Apple and other tech companies are fighting back against a newly proposed method for giving law enforcement access to encrypted smartphones, bypassing users’ passcodes.
The iPhone backdoor proposal comes from Ray Ozzie, who was once chief technical officer at Microsoft, and its chief software architect.
His goal is to find a way for smartphone content to be encrypted and safe from hackers, while also allowing law enforcement access to devices used in crimes.
This topic always generates controversy, as many privacy advocates believe this so-called “exceptional access” would inevitably make mobile devices vulnerable to hackers.
Proposed iPhone backdoor
Ozzie proposes that every iPhone, Android, etc. come with two digital keys. One will be stored on the handset, while the other is known only to the manufacturer of the phone. Each key is unique to that device. Together, these keys are used to encrypt a passcode that will unlock the phone.
When a law enforcement agency wants to unlock a smartphone, it would need to go to Apple (or other manufacturer) and request its private key. Combining this with the key stored on the device would generate the passcode.
The key stored on the phone would be required for this process, so the handset couldn’t be unlocked remotely. And Ozzie’s suggestion includes permanently freezing the contents of the phone so that it can be read but not modified.
Not gonna happen
Ray Ozzie’s proposal – which he dubbed Clear – is just that: an idea he’s floating around to see if it’s practical. Still, it’s gotten enough traction that Apple, Google, Microsoft, and other tech giants released a public statement to repudiate it.
The statement doesn’t pull any punches: “Recent reports have described new proposals to engineer vulnerabilities into devices and services – but they appear to suffer from the same technical and design concerns that security researchers have identified for years.”
They have drawn a line in the sand, even against giving police access. “We have consistently raised concerns about proposals that would undermine encryption of devices and services by requiring so-called “exceptional access” for law enforcement. Weakening the security and privacy that encryption helps provide is not the answer.”

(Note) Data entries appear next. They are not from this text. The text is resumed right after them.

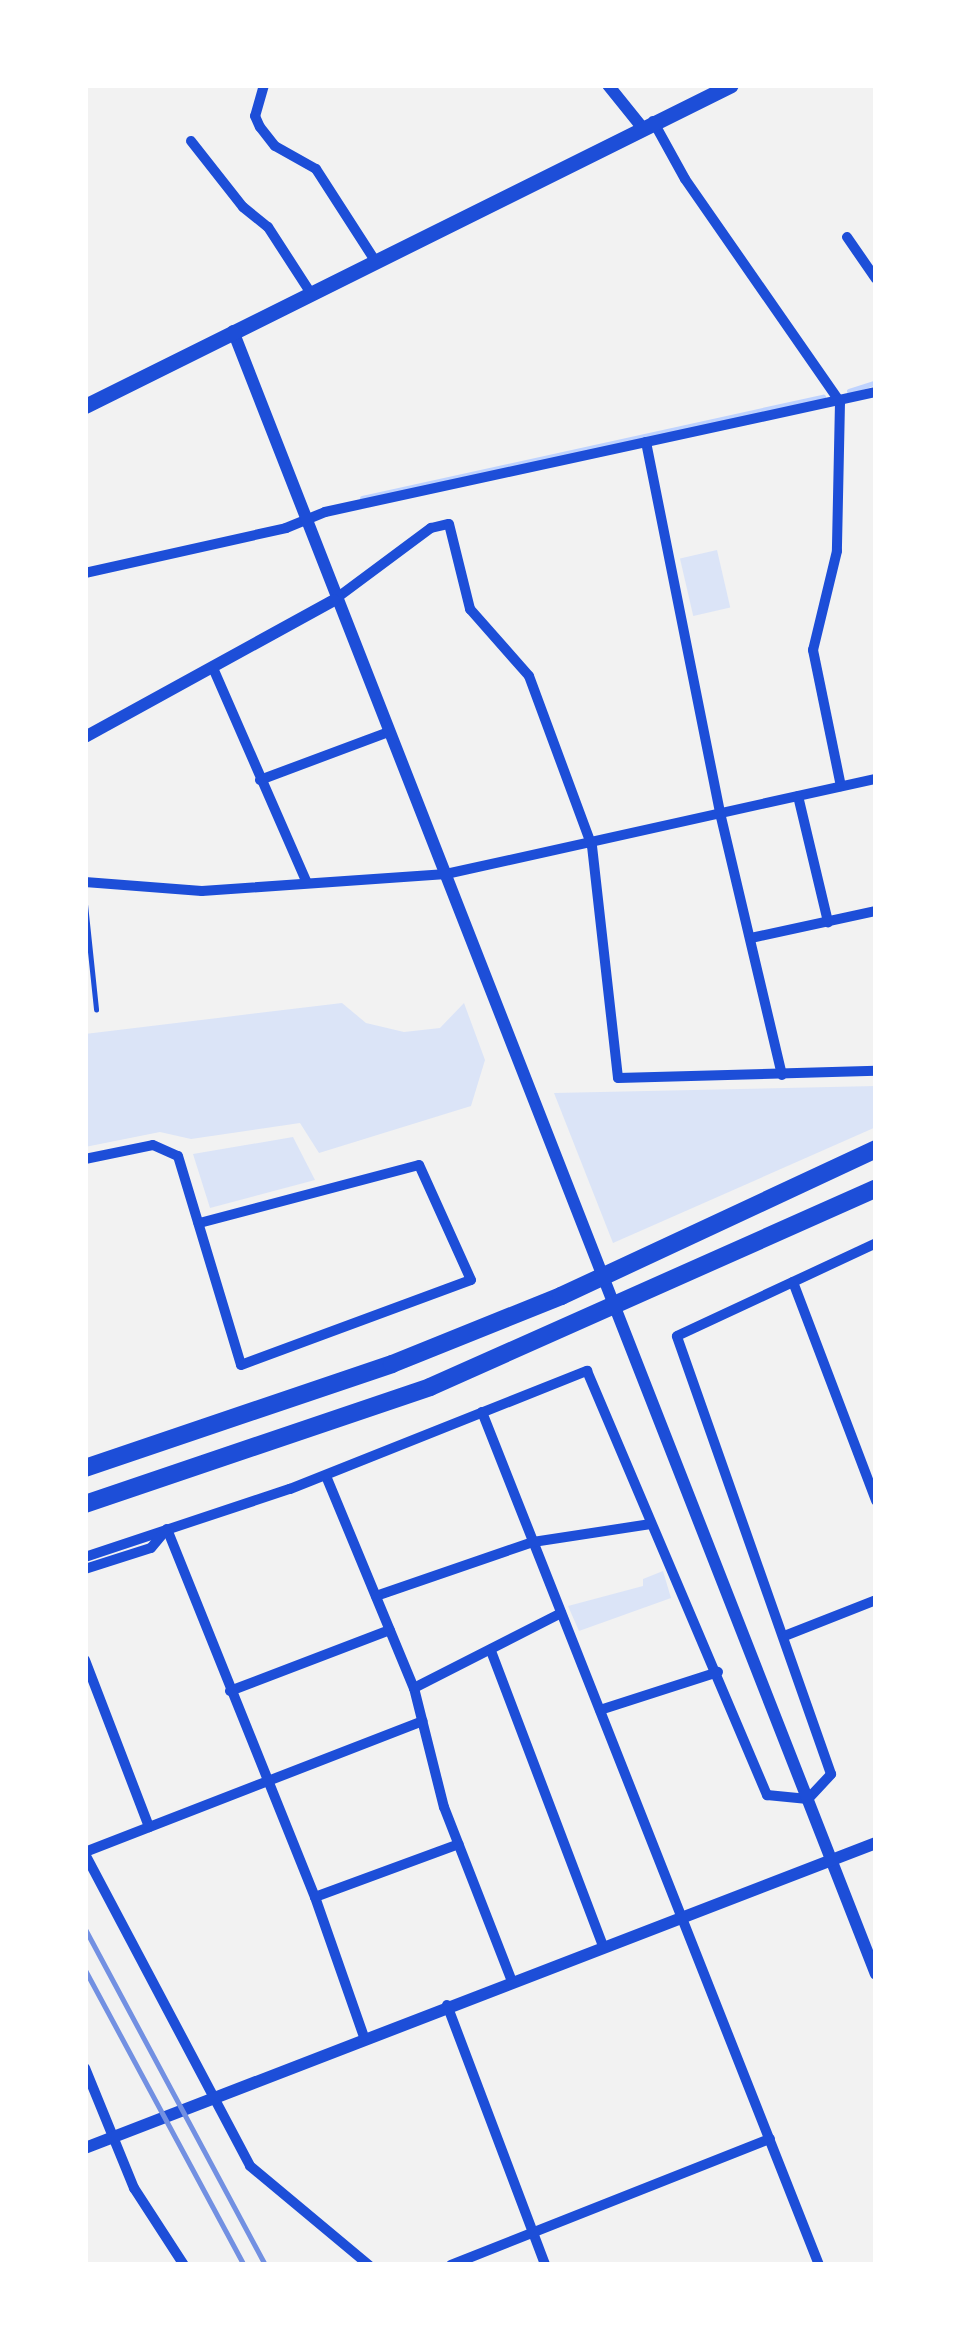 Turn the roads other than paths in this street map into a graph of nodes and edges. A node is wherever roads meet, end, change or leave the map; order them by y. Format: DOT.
graph roads {
  1 [pos="264,85"];
  2 [pos="608,85"];
  3 [pos="731,85"];
  4 [pos="646,123"];
  5 [pos="190,142"];
  6 [pos="847,237"];
  7 [pos="374,259"];
  8 [pos="876,279"];
  9 [pos="310,292"];
  10 [pos="233,331"];
  11 [pos="876,392"];
  12 [pos="840,402"];
  13 [pos="85,406"];
  14 [pos="646,442"];
  15 [pos="304,521"];
  16 [pos="85,573"];
  17 [pos="334,600"];
  18 [pos="213,668"];
  19 [pos="386,733"];
  20 [pos="85,738"];
  21 [pos="876,779"];
  22 [pos="260,780"];
  23 [pos="841,786"];
  24 [pos="798,796"];
  25 [pos="721,817"];
  26 [pos="592,846"];
  27 [pos="446,874"];
  28 [pos="306,881"];
  29 [pos="85,882"];
  30 [pos="85,904"];
  31 [pos="876,911"];
  32 [pos="828,922"];
  33 [pos="751,938"];
  34 [pos="96,1008"];
  35 [pos="876,1071"];
  36 [pos="782,1075"];
  37 [pos="876,1149"];
  38 [pos="85,1159"];
  39 [pos="876,1188"];
  40 [pos="199,1223"];
  41 [pos="876,1243"];
  42 [pos="793,1282"];
  43 [pos="482,1412"];
  44 [pos="85,1468"];
  45 [pos="326,1476"];
  46 [pos="876,1501"];
  47 [pos="85,1504"];
  48 [pos="651,1524"];
  49 [pos="167,1529"];
  50 [pos="534,1542"];
  51 [pos="85,1556"];
  52 [pos="85,1569"];
  53 [pos="376,1596"];
  54 [pos="876,1600"];
  55 [pos="561,1612"];
  56 [pos="390,1630"];
  57 [pos="787,1635"];
  58 [pos="491,1650"];
  59 [pos="85,1660"];
  60 [pos="718,1672"];
  61 [pos="414,1688"];
  62 [pos="230,1691"];
  63 [pos="600,1710"];
  64 [pos="422,1721"];
  65 [pos="267,1780"];
  66 [pos="808,1799"];
  67 [pos="149,1827"];
  68 [pos="876,1842"];
  69 [pos="459,1844"];
  70 [pos="85,1853"];
  71 [pos="831,1860"];
  72 [pos="316,1897"];
  73 [pos="681,1917"];
  74 [pos="602,1946"];
  75 [pos="876,1974"];
  76 [pos="512,1981"];
  77 [pos="447,2005"];
  78 [pos="364,2037"];
  79 [pos="85,2068"];
  80 [pos="770,2139"];
  81 [pos="85,2148"];
  82 [pos="533,2233"];
  83 [pos="184,2265"];
  84 [pos="369,2265"];
  85 [pos="450,2265"];
  86 [pos="546,2265"];
  87 [pos="819,2265"];
  1 -- 7 [label="street"];
  2 -- 4 [label="street"];
  3 -- 4 [label="main road"];
  4 -- 7 [label="main road"];
  4 -- 12 [label="street"];
  5 -- 9 [label="street"];
  6 -- 8 [label="street"];
  7 -- 9 [label="main road"];
  9 -- 10 [label="main road"];
  10 -- 13 [label="main road"];
  10 -- 15 [label="street"];
  11 -- 12 [label="street"];
  12 -- 14 [label="street"];
  12 -- 23 [label="street"];
  14 -- 15 [label="street"];
  14 -- 25 [label="street"];
  15 -- 16 [label="street"];
  15 -- 17 [label="street"];
  17 -- 18 [label="street"];
  17 -- 19 [label="street"];
  17 -- 26 [label="street"];
  18 -- 20 [label="street"];
  18 -- 22 [label="street"];
  19 -- 22 [label="street"];
  19 -- 27 [label="street"];
  21 -- 23 [label="street"];
  22 -- 28 [label="street"];
  23 -- 24 [label="street"];
  24 -- 25 [label="street"];
  24 -- 32 [label="street"];
  25 -- 26 [label="street"];
  25 -- 33 [label="street"];
  26 -- 27 [label="street"];
  26 -- 36 [label="street"];
  27 -- 28 [label="street"];
  27 -- 66 [label="street"];
  28 -- 29 [label="street"];
  30 -- 34 [label="lane"];
  31 -- 32 [label="street"];
  32 -- 33 [label="street"];
  33 -- 36 [label="street"];
  35 -- 36 [label="street"];
  37 -- 44 [label="highway"];
  38 -- 40 [label="street"];
  39 -- 47 [label="highway"];
  40 -- 40 [label="street"];
  41 -- 42 [label="street"];
  42 -- 46 [label="street"];
  42 -- 57 [label="street"];
  43 -- 45 [label="street"];
  43 -- 48 [label="street"];
  43 -- 50 [label="street"];
  45 -- 49 [label="street"];
  45 -- 53 [label="street"];
  48 -- 50 [label="street"];
  48 -- 60 [label="street"];
  49 -- 51 [label="street"];
  49 -- 52 [label="street"];
  49 -- 62 [label="street"];
  50 -- 53 [label="street"];
  50 -- 55 [label="street"];
  53 -- 56 [label="street"];
  54 -- 57 [label="street"];
  55 -- 58 [label="street"];
  55 -- 63 [label="street"];
  56 -- 61 [label="street"];
  56 -- 62 [label="street"];
  57 -- 66 [label="street"];
  58 -- 61 [label="street"];
  58 -- 74 [label="street"];
  59 -- 67 [label="street"];
  60 -- 63 [label="street"];
  60 -- 66 [label="street"];
  61 -- 64 [label="street"];
  62 -- 65 [label="street"];
  63 -- 73 [label="street"];
  64 -- 65 [label="street"];
  64 -- 69 [label="street"];
  65 -- 67 [label="street"];
  65 -- 72 [label="street"];
  66 -- 71 [label="street"];
  67 -- 70 [label="street"];
  68 -- 71 [label="street"];
  69 -- 72 [label="street"];
  69 -- 76 [label="street"];
  70 -- 84 [label="street"];
  71 -- 73 [label="street"];
  71 -- 75 [label="street"];
  72 -- 78 [label="street"];
  73 -- 74 [label="street"];
  73 -- 80 [label="street"];
  74 -- 76 [label="street"];
  76 -- 77 [label="street"];
  77 -- 78 [label="street"];
  77 -- 82 [label="street"];
  78 -- 81 [label="street"];
  79 -- 83 [label="street"];
  80 -- 82 [label="street"];
  80 -- 87 [label="street"];
  82 -- 85 [label="street"];
  82 -- 86 [label="street"];
} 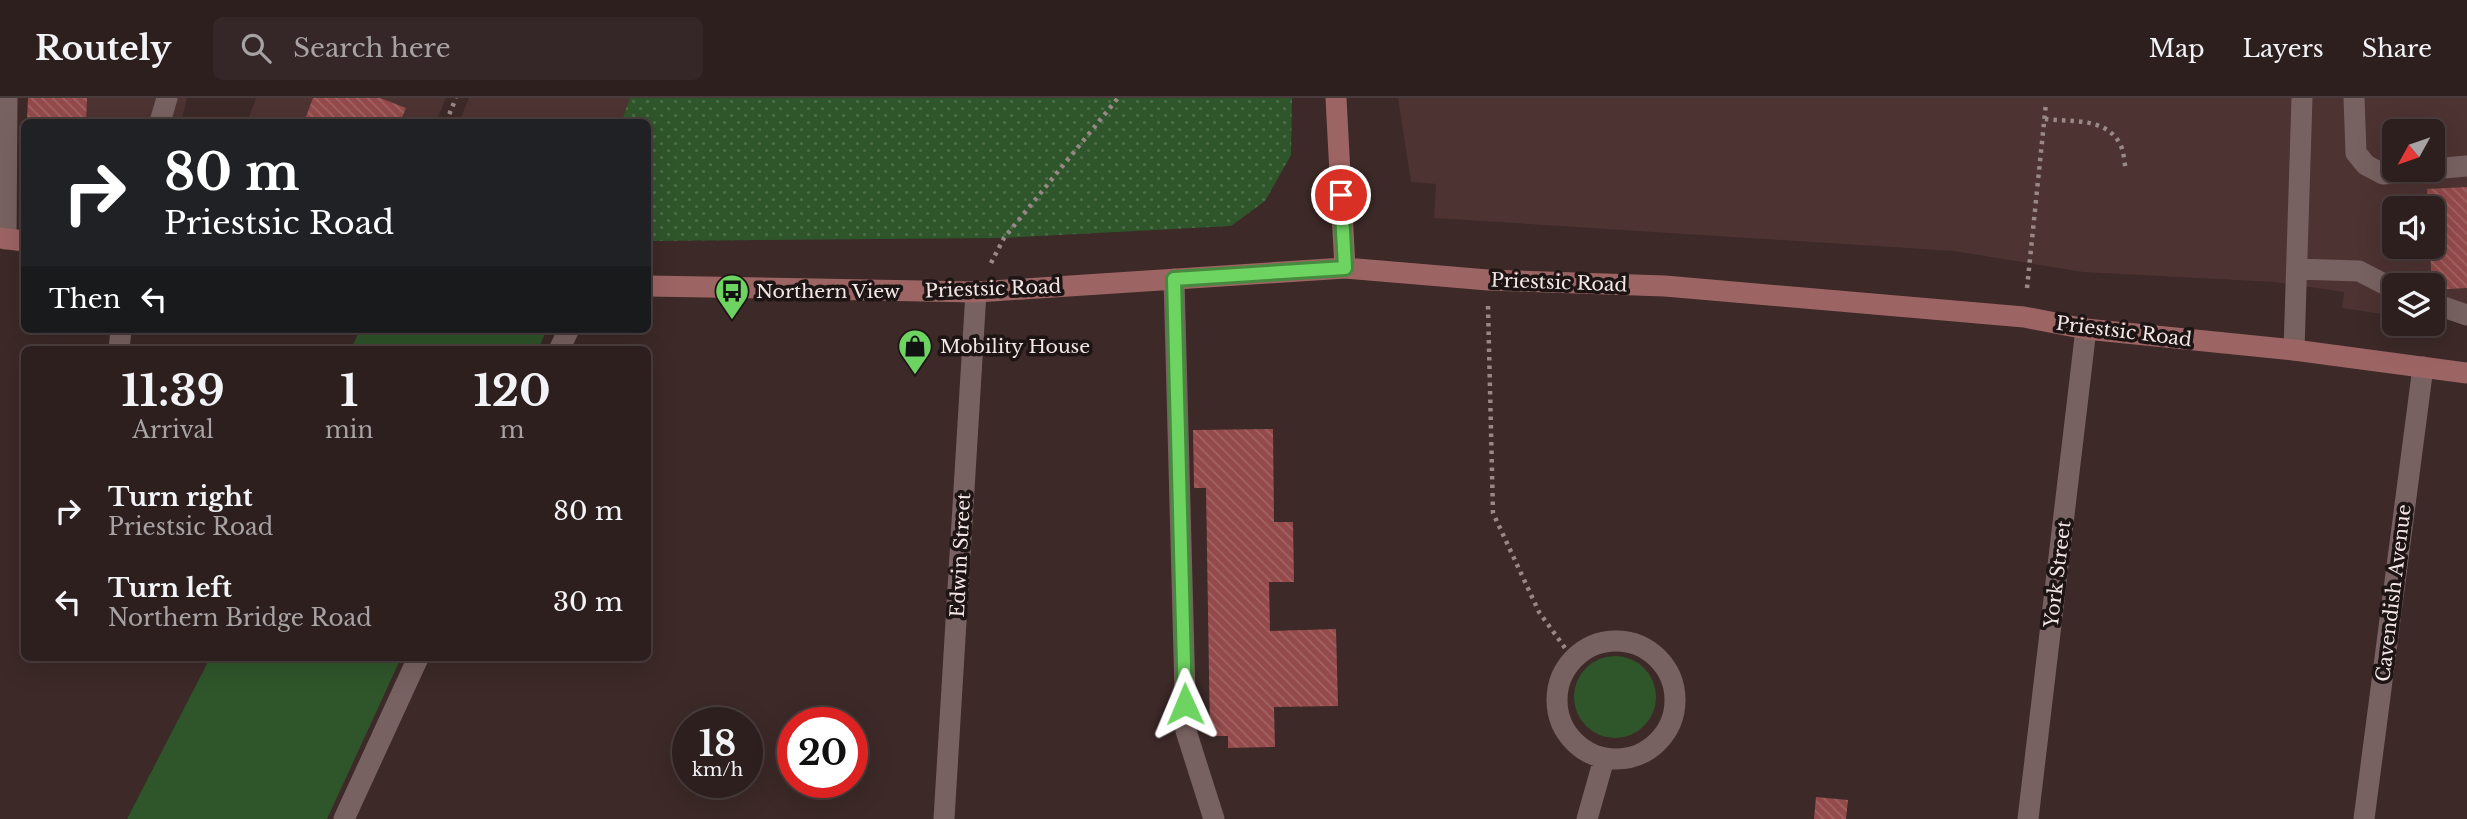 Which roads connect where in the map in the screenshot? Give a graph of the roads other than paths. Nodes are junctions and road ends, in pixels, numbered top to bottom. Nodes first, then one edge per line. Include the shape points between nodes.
1 (7, 98) edge
2 (167, 98) edge
3 (1336, 98) edge
4 (2302, 98) edge
5 (2354, 98) edge
6 (161, 119) edge
7 (2467, 166) edge
8 (2445, 168) edge
9 (2382, 173) edge
10 (10, 239) edge
11 (1345, 268) junction
12 (2297, 269) junction
13 (1174, 279) junction
14 (2382, 283) edge
15 (651, 286) edge
16 (976, 292) junction
17 (2445, 307) edge
18 (2467, 315) edge
19 (2085, 329) junction
20 (2294, 350) junction
21 (2423, 367) junction
22 (2467, 373) edge
23 (417, 661) edge
24 (1604, 759) junction
25 (344, 819) edge
26 (944, 819) edge
27 (1214, 819) edge
28 (1587, 819) edge
29 (2028, 819) edge
30 (2364, 819) edge

1 - 10 street
2 - 6 street
3 - 11 main road
4 - 12 street
5 - 9 street via 2356,153
7 - 8 street
11 - 13 main road, Priestsic Road
11 - 19 main road, Priestsic Road via 1488,280 1665,286 2024,317
12 - 14 street via 2359,271
12 - 20 street
13 - 16 main road, Priestsic Road
13 - 27 street via 1186,731
15 - 16 main road, Priestsic Road
16 - 26 street, Edwin Street
17 - 18 street
19 - 20 main road, Priestsic Road
19 - 29 street, York Street
20 - 21 main road, Priestsic Road
21 - 22 main road, Priestsic Road
21 - 30 street, Cavendish Avenue
23 - 25 street
24 - 24 street via 1645,753 1672,723 1674,682 1649,649 1630,642 1609,640 1589,646 1562,674 1557,691 1560,718 1573,741
24 - 28 street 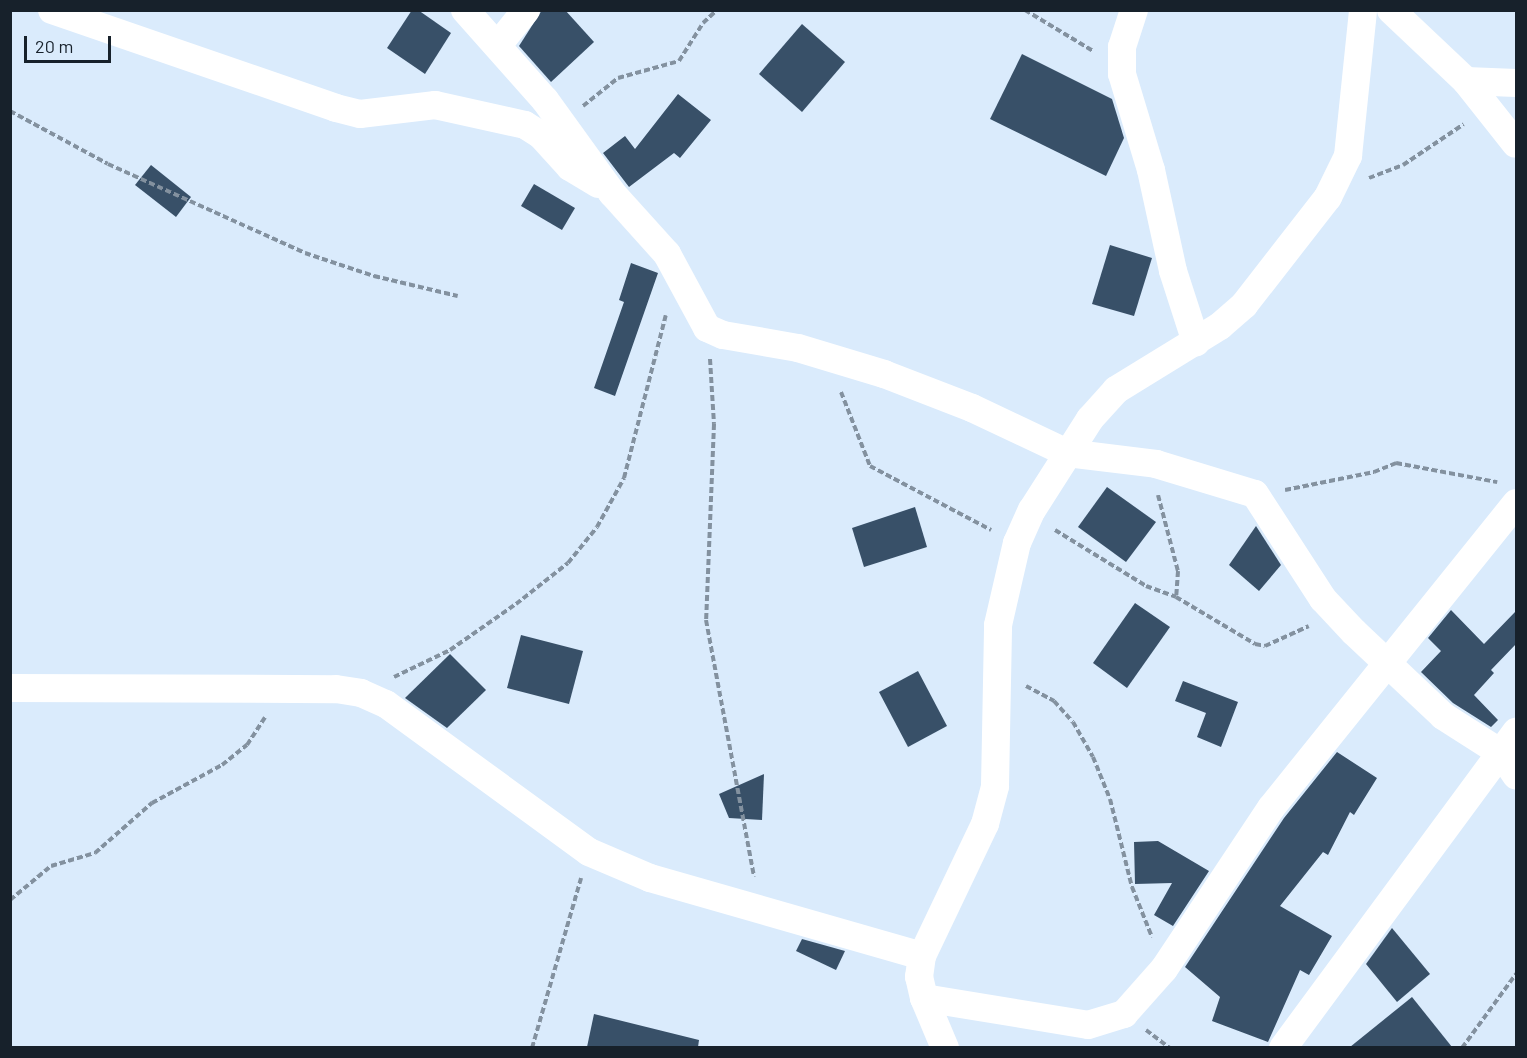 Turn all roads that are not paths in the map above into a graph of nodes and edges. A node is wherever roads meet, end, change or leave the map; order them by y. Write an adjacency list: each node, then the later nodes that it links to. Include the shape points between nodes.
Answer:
1 (52, 10): 11 (street, via 160,45 276,90 344,110 380,113 435,105 525,125 541,135 570,167)
2 (465, 10): 7 (street)
3 (526, 10): 7 (street)
4 (1134, 10): 12 (street, via 1122,47 1122,74 1151,170 1173,271)
5 (1363, 10): 12 (street, via 1348,156 1328,197 1244,305)
6 (1391, 10): 8 (street)
7 (498, 45): 11 (street)
8 (1466, 81): 9 (street); 10 (street)
9 (1516, 83)
10 (1516, 144)
11 (612, 193): 13 (street, via 667,254 707,328 723,335 828,357 972,408)
12 (1196, 342): 13 (street, via 1116,390)
13 (1067, 453): 15 (street, via 1156,464 1254,494 1337,614); 18 (street, via 1017,543 998,625 995,786 985,824)
14 (1511, 494): 15 (street)
15 (1389, 665): 17 (street, via 1443,716); 19 (street, via 1271,808 1164,969 1124,1014 1088,1026)
16 (10, 688): 18 (street, via 361,693 386,704 589,852 650,878)
17 (1511, 753): 21 (street)
18 (922, 956): 19 (street, via 919,977)
19 (924, 998): 20 (street)
20 (945, 1047)
21 (1283, 1047)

In short, Apple isn’t going to voluntarily build Ozzie’s proposed unlocking system into the iPhone.
That leaves involuntary installation of an iPhone backdoor through act of Congress. That hasn’t been proposed yet, but Apple and the other tech behemoths are indicating that’s they’ll use their considerable lobbying muscle to block any such legislation.
The head of the FBI is likely to leap on Ozzie’s suggestion. FBI Director Christopher Wray has been looking for a way around iPhone encryption for years. Other agencies and police departments are using iPhone unlockers like GrayKey.